Wien - Die jüngsten US-Quartalsergebnisse zeigen einen Trend: Die "alten" Konzerne haben es teilweise schwer, mit der jungen Konkurrenz mitzuhalten. Aus dem Gastronomiebereich gilt McDonald's als Beispiel. Die Burgerkette hat in den USA zuletzt bei Umsatz, Gewinn und Marktanteilen verloren, weil Kunden entweder noch billigeres Fast Food kaufen oder aber auf gesündere Alternativen setzen wie Chipotle Grill, Shake Shack oder Panera Bread, die auch mit Suppen oder der freien Wahl von Saucen und Garnierungen den Kundentrend besser ansprechen. "Diese Ketten bilden den neuen Zeitgeist besser ab", sagt Monika Rosen-Philipp, Chefanalystin des UniCredit Private Banking. In absoluten Zahlen dominierten freilich McDonald's und Co die Landschaft, "beim Wachstum führen aber die jüngeren Ketten", sagt Rosen-Philipp.

IT-Riesen im Wandel

Zu beobachten ist dieser Trend auch im Technologie-Sektor. IBM etwa hat sich vom Hardware-Konzern wegentwickelt, die PC-Sparte verkauft und zuletzt mit Dienstleistungsverträgen gepunktet. Dennoch tut sich das Unternehmen schwer, vom IT-Urgestein zum modernen Tech-Konzern zu werden.
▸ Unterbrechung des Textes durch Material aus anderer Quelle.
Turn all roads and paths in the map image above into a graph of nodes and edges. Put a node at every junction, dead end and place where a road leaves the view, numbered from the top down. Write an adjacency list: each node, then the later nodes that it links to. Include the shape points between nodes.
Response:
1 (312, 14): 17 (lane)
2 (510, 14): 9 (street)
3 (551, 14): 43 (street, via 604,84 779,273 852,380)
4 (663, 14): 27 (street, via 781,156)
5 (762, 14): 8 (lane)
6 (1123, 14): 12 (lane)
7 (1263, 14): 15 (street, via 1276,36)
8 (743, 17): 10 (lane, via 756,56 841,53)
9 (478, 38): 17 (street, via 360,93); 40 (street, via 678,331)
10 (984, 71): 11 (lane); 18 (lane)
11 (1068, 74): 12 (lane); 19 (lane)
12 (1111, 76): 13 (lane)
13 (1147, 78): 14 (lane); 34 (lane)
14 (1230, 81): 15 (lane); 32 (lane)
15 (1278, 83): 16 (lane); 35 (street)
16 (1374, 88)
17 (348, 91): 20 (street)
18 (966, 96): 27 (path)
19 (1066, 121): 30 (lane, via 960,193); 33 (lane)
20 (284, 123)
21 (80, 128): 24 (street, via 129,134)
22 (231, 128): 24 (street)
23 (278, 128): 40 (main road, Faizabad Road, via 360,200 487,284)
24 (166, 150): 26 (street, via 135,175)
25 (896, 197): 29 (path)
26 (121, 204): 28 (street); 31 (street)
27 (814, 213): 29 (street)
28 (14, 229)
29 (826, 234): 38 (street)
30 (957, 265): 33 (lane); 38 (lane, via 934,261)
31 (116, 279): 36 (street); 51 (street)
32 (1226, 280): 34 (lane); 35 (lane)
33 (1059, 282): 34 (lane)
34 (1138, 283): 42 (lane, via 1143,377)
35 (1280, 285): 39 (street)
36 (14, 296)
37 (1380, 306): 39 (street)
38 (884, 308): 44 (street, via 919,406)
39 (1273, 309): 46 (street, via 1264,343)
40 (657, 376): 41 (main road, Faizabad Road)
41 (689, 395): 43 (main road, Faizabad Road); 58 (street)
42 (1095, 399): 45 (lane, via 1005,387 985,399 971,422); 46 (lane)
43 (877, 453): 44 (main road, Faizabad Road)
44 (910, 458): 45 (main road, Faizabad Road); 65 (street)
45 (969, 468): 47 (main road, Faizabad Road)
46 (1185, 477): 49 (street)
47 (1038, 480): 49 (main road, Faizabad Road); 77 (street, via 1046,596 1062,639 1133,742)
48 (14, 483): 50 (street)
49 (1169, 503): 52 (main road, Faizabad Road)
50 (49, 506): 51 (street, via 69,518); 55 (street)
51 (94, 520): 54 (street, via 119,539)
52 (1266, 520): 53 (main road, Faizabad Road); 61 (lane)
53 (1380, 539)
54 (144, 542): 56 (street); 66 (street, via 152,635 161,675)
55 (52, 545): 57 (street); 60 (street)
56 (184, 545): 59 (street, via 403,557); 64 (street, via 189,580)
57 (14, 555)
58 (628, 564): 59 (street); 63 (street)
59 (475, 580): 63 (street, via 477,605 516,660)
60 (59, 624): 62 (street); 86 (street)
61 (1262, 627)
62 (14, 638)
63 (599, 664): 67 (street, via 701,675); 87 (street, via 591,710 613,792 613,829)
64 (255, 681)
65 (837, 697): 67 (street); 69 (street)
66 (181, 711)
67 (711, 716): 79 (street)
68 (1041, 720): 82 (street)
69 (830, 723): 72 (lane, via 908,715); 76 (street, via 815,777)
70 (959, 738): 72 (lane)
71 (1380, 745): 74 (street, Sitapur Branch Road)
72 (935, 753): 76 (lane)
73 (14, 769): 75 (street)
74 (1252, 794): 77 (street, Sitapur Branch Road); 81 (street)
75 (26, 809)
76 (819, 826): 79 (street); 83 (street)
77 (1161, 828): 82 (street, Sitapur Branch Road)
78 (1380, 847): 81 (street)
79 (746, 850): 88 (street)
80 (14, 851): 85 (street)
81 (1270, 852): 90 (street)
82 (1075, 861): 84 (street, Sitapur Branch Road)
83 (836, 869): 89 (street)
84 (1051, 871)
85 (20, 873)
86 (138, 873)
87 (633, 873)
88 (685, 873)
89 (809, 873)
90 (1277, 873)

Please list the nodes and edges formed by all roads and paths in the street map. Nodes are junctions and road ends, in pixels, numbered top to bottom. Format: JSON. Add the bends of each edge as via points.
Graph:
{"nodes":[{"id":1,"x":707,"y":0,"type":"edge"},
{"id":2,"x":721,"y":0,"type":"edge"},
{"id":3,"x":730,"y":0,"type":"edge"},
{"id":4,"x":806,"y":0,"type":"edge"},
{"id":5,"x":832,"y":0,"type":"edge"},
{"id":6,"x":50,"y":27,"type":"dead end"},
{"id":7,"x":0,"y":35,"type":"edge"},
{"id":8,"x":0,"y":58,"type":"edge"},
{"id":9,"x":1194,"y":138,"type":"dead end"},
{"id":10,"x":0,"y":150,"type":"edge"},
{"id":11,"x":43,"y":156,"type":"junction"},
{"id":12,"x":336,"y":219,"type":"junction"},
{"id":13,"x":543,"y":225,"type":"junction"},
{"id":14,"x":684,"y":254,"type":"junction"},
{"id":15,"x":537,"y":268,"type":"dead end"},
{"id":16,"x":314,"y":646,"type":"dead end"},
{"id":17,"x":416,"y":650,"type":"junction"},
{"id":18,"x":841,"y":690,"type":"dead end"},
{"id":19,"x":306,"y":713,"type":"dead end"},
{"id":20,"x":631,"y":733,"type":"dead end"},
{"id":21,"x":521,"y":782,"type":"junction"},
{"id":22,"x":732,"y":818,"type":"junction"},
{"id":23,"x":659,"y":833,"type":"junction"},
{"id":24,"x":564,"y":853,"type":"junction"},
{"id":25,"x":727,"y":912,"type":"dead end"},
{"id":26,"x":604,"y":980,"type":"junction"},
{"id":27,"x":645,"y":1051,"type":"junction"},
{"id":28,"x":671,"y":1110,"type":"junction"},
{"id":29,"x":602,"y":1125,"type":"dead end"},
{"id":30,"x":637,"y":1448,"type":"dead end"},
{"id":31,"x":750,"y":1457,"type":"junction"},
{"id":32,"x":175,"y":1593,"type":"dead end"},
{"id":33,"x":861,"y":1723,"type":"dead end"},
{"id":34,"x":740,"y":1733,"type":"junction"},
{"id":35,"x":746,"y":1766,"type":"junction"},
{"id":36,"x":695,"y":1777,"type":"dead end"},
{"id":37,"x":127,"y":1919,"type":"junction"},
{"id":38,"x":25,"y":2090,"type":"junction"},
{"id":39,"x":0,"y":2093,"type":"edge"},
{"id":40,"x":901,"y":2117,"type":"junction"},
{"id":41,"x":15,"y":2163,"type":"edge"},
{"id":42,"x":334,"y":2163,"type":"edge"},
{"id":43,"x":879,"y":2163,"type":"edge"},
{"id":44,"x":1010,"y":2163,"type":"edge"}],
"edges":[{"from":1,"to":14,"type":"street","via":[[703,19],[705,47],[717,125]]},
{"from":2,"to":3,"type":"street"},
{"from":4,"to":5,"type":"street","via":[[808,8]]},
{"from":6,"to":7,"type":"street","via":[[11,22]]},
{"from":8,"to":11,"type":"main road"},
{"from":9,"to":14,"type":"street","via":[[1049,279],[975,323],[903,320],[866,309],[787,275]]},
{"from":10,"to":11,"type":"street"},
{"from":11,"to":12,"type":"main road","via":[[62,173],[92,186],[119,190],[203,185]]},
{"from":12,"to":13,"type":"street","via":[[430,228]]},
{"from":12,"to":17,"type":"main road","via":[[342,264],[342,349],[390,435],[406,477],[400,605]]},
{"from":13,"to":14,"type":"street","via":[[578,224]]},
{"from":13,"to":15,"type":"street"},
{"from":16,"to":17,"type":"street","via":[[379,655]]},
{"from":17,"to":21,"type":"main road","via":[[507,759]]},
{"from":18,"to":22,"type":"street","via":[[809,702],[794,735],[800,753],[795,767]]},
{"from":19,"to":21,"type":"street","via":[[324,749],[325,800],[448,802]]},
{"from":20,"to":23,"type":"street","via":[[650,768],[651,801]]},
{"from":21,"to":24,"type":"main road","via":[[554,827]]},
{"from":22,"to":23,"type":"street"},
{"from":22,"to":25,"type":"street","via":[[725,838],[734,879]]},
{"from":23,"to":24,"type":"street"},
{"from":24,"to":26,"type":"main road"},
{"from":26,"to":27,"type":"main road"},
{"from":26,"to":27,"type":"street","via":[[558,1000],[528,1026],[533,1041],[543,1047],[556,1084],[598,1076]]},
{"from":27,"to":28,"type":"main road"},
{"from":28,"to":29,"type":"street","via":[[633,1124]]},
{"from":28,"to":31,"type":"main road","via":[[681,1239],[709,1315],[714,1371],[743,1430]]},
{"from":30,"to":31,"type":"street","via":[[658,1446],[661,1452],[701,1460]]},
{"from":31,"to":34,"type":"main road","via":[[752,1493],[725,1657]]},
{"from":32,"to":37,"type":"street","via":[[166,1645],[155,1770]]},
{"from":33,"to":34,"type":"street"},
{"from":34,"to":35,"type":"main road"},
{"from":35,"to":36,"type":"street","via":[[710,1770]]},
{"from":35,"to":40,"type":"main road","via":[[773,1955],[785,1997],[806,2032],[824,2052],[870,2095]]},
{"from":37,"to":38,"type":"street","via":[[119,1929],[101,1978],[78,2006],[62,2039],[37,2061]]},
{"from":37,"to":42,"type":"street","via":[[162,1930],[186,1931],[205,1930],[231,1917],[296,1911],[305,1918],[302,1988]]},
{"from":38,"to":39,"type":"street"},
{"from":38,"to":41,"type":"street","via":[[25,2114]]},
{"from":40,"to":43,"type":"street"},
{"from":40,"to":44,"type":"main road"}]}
Chefin Ginni Rometty will IBM nun umbauen und setzt auf die Geschäftsfelder Cloud-Computing, Big Data, Sicherheit und mobile Dienste. Dennoch ziehen in diesen Bereichen andere Anbieter - etwa Microsoft - davon. "Die Frage ist, wie Unternehmen oder Konzerne es trotz ihrer Größe und Komplexität schaffen, Wendigkeit zu entwickeln, um an Trends anknüpfen zu können", fasst Rosen-Philipp die Herausforderung zusammen. Denn auch im Technologiebereich gehöre das Wachstum Facebook, Twitter und Co. Die Ausnahme hierbei ist freilich Apple, das mit seinen technologischen Revolutionen neue Standards definiert hat.

Bekleidungssektor mit Problemen

Auch wenn das Wachstum jetzt den jüngeren Unternehmen gehöre, "müssen diese aber erst beweisen, dass sie sich zehn, zwanzig Jahre am Markt halten können", sagt Rosen. Der Bekleidungssektor kämpft mit ähnlichen Problemen. Nur wenige Marken schaffen es, im Trend zu bleiben. "Ralph Lauren ist es gelungen, über Jahrzehnte hinweg relevant zu bleiben", nennt Rosen ein Beispiel. Aber Marken wie Gap oder Tommy Hilfiger kämpften zunehmend um ihren Ertrag. Begehrt sind in diesem Bereich vor allem Teenager, denen im US-Einzelhandel eine Marktgröße von 260 Mrd. US-Dollar zugeschrieben wird. Die Teenies seien als Zielgruppe begehrt, "werden aufgrund der Kurzlebigkeit ihres Geschmacks aber auch gefürchtet", sagt Rosen-Philipp. (Bettina Pfluger, DER STANDARD, 6.11.2014)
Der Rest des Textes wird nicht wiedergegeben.